Design of a contrast-enhanced dual-energy tomosynthesis system for breast cancer imaging

Abstract

Digital breast tomosynthesis (DBT) is a three-dimensional X-ray imaging modality that has the potential to decrease the superimposition effect of breast structural noise, thereby increasing lesion conspicuity. To further improve breast cancer detection, our work has been devoted to develop a prototype for contrast-enhanced dual-energy tomosynthesis (CEDET). CEDET involves the injection of an iodinated contrast agent and measures the relative increase in uptake of contrast in the suspected breast cancer lesion. Either temporal or dual-energy subtraction techniques may be used to implement CEDET. Both 2D contrast-enhanced dual-energy mammography and 3D tomosynthesis can be applied. Here we present the design of a prototype CEDET system based on the Siemens MAMMOMAT Inspiration and employing two additional high-energy filters in addition to the standard Rh filter, the latter being used for the low-energy acquisitions.
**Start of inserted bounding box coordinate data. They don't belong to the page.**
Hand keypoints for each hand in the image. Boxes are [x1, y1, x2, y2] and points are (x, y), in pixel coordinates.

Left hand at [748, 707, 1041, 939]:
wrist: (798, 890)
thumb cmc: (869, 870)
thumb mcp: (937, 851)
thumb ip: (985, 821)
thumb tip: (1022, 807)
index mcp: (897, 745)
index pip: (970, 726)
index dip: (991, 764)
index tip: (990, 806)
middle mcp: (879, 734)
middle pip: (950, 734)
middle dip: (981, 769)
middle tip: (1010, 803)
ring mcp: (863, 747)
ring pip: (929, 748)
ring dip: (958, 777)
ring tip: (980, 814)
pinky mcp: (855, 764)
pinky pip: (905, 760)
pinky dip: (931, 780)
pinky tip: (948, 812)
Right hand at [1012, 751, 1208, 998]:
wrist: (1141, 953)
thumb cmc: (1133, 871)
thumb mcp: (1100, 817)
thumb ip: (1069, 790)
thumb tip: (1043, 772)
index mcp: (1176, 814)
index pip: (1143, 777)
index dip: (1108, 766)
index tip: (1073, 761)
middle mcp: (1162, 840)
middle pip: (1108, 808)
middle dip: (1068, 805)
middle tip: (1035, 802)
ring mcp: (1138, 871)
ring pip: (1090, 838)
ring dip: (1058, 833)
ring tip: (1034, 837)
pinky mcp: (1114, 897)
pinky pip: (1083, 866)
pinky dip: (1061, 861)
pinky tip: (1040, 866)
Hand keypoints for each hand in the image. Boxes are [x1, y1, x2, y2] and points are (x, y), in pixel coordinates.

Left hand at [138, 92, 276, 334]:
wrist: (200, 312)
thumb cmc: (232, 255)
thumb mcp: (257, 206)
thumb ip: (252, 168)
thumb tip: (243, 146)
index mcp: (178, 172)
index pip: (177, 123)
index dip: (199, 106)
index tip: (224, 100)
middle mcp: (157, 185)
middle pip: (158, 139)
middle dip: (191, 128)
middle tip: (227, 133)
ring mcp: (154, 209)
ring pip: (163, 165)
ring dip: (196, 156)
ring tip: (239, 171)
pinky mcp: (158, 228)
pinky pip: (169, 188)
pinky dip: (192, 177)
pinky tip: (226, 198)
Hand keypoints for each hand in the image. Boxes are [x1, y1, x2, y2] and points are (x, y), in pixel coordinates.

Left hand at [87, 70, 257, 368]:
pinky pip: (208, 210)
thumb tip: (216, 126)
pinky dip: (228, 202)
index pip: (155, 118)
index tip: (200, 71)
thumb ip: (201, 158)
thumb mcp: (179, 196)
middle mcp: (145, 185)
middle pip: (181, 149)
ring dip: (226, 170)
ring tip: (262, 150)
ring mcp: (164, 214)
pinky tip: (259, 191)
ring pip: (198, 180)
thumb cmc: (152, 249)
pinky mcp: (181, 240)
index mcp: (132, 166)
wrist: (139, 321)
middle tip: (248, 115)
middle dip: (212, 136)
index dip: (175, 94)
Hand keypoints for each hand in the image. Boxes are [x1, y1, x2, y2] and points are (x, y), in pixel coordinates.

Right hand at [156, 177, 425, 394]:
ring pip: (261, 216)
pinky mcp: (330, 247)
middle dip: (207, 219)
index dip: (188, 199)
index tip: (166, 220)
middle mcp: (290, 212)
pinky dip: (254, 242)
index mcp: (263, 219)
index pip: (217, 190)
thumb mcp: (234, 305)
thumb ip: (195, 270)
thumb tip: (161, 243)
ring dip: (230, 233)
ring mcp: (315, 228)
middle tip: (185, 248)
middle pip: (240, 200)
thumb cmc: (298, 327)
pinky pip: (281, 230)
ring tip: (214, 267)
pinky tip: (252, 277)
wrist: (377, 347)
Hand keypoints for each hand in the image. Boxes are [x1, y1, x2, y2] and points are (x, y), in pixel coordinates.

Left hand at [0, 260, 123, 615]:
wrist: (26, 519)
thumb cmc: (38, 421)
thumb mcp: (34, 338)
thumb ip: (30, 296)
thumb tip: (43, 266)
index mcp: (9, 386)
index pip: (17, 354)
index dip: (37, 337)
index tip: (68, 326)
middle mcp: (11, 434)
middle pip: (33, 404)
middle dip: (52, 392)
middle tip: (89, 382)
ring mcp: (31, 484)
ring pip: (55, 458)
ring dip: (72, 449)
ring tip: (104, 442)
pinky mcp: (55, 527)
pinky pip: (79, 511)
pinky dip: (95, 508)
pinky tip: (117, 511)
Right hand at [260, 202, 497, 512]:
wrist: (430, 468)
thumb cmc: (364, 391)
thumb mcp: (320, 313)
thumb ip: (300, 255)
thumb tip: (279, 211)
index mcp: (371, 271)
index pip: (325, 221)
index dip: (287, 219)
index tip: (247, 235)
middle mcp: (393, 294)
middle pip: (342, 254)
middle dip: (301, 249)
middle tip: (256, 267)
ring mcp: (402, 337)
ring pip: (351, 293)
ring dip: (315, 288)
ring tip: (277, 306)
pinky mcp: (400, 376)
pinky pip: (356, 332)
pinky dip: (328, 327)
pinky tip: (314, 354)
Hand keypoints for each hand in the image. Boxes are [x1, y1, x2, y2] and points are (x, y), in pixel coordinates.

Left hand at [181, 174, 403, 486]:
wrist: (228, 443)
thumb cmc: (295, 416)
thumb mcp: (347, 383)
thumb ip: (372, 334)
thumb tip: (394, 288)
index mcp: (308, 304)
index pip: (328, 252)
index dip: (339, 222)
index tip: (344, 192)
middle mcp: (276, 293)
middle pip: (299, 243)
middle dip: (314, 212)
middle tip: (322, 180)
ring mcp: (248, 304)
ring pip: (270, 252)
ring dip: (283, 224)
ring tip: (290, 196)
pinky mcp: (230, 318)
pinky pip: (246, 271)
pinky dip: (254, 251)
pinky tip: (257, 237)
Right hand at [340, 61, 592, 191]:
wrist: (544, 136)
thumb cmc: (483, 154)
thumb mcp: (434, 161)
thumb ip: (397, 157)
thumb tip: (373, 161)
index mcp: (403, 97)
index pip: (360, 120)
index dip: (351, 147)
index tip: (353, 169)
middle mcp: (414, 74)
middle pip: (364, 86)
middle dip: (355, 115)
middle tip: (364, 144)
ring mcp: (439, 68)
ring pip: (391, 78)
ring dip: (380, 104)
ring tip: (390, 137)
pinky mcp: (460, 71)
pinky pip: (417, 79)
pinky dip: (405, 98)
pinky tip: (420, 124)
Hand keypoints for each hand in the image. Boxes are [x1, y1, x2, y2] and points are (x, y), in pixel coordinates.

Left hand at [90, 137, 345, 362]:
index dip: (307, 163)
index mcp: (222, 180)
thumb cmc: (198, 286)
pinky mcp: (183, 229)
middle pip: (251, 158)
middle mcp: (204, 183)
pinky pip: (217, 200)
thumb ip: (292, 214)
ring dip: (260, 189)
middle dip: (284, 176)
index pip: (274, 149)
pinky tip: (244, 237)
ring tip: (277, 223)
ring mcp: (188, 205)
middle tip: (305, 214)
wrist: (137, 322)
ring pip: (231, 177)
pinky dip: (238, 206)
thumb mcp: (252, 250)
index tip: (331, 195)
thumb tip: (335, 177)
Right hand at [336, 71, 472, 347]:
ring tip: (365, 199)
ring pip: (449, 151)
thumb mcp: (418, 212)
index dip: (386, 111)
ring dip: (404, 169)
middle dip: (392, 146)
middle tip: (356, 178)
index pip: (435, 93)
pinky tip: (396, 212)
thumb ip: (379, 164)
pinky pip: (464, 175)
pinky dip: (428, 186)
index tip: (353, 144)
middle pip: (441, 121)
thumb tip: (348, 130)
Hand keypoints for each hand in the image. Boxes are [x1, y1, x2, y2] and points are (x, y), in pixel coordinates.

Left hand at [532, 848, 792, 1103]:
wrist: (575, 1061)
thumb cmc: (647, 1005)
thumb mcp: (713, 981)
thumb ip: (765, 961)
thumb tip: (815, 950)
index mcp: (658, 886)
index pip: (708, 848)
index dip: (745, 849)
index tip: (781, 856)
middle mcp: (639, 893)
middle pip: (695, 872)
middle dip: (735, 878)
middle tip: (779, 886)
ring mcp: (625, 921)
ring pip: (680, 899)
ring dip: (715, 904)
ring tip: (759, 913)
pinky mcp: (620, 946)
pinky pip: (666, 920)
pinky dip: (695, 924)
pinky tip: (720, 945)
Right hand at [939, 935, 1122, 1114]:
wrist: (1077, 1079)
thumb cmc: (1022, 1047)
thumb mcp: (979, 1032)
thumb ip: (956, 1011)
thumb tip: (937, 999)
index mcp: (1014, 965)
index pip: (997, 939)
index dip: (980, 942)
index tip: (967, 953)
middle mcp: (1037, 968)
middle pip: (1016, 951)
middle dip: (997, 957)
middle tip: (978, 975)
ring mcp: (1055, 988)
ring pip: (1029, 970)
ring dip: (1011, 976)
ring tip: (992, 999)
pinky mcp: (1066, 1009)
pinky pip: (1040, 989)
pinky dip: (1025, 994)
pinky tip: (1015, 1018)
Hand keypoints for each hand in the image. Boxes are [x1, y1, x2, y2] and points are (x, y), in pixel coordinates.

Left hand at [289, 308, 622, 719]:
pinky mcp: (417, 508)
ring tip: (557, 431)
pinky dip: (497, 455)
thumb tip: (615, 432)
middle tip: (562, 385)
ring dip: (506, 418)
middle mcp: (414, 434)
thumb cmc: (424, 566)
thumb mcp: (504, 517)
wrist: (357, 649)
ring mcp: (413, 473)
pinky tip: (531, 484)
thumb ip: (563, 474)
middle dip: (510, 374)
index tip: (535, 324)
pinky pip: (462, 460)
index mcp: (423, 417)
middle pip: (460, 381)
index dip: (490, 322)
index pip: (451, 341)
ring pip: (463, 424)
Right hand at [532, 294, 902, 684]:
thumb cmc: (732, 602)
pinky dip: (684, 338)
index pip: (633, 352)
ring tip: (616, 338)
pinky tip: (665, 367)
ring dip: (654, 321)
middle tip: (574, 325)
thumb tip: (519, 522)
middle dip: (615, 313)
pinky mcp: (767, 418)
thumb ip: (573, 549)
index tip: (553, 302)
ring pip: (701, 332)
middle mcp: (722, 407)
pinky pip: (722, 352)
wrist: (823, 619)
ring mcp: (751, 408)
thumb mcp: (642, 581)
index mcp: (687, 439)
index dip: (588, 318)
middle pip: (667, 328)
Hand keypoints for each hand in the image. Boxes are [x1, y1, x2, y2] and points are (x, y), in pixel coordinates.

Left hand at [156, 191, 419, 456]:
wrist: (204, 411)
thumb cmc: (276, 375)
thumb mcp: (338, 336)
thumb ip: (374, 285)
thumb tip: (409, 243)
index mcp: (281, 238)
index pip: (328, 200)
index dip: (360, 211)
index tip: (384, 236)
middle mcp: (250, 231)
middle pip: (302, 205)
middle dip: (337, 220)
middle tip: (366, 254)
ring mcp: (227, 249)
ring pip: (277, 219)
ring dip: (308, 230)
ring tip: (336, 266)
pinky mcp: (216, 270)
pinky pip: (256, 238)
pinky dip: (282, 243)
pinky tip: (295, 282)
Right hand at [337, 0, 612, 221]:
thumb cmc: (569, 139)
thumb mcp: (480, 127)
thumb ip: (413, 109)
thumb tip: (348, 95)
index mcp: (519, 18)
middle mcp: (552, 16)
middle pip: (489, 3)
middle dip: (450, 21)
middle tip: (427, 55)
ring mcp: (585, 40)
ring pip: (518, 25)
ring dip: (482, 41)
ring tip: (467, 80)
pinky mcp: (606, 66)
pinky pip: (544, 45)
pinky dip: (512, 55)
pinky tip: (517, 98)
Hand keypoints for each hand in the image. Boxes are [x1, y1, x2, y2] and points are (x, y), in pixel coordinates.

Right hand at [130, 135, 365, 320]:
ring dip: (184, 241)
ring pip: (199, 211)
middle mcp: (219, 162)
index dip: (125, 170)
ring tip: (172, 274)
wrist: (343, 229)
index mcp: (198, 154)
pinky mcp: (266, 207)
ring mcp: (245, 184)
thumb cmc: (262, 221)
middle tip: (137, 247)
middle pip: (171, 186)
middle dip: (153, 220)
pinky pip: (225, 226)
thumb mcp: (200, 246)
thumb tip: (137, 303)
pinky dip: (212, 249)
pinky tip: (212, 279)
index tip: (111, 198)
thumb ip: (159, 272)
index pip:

A quality factor of squared signal-difference-to-noise-ratio of iodine per pixel area and average glandular dose as a function of breast thickness is used to optimize the filter material, the filter thickness, and the tube voltage. The average glandular dose can be calculated from the entrance surface air kerma using computed conversion coefficients DgN for the used X-ray spectra. We also present the results of DQE measurements of the amorphous selenium detector involved. Finally, results of phantom tests for tomosynthesis acquisition and first clinical data in the 2D mode will be shown.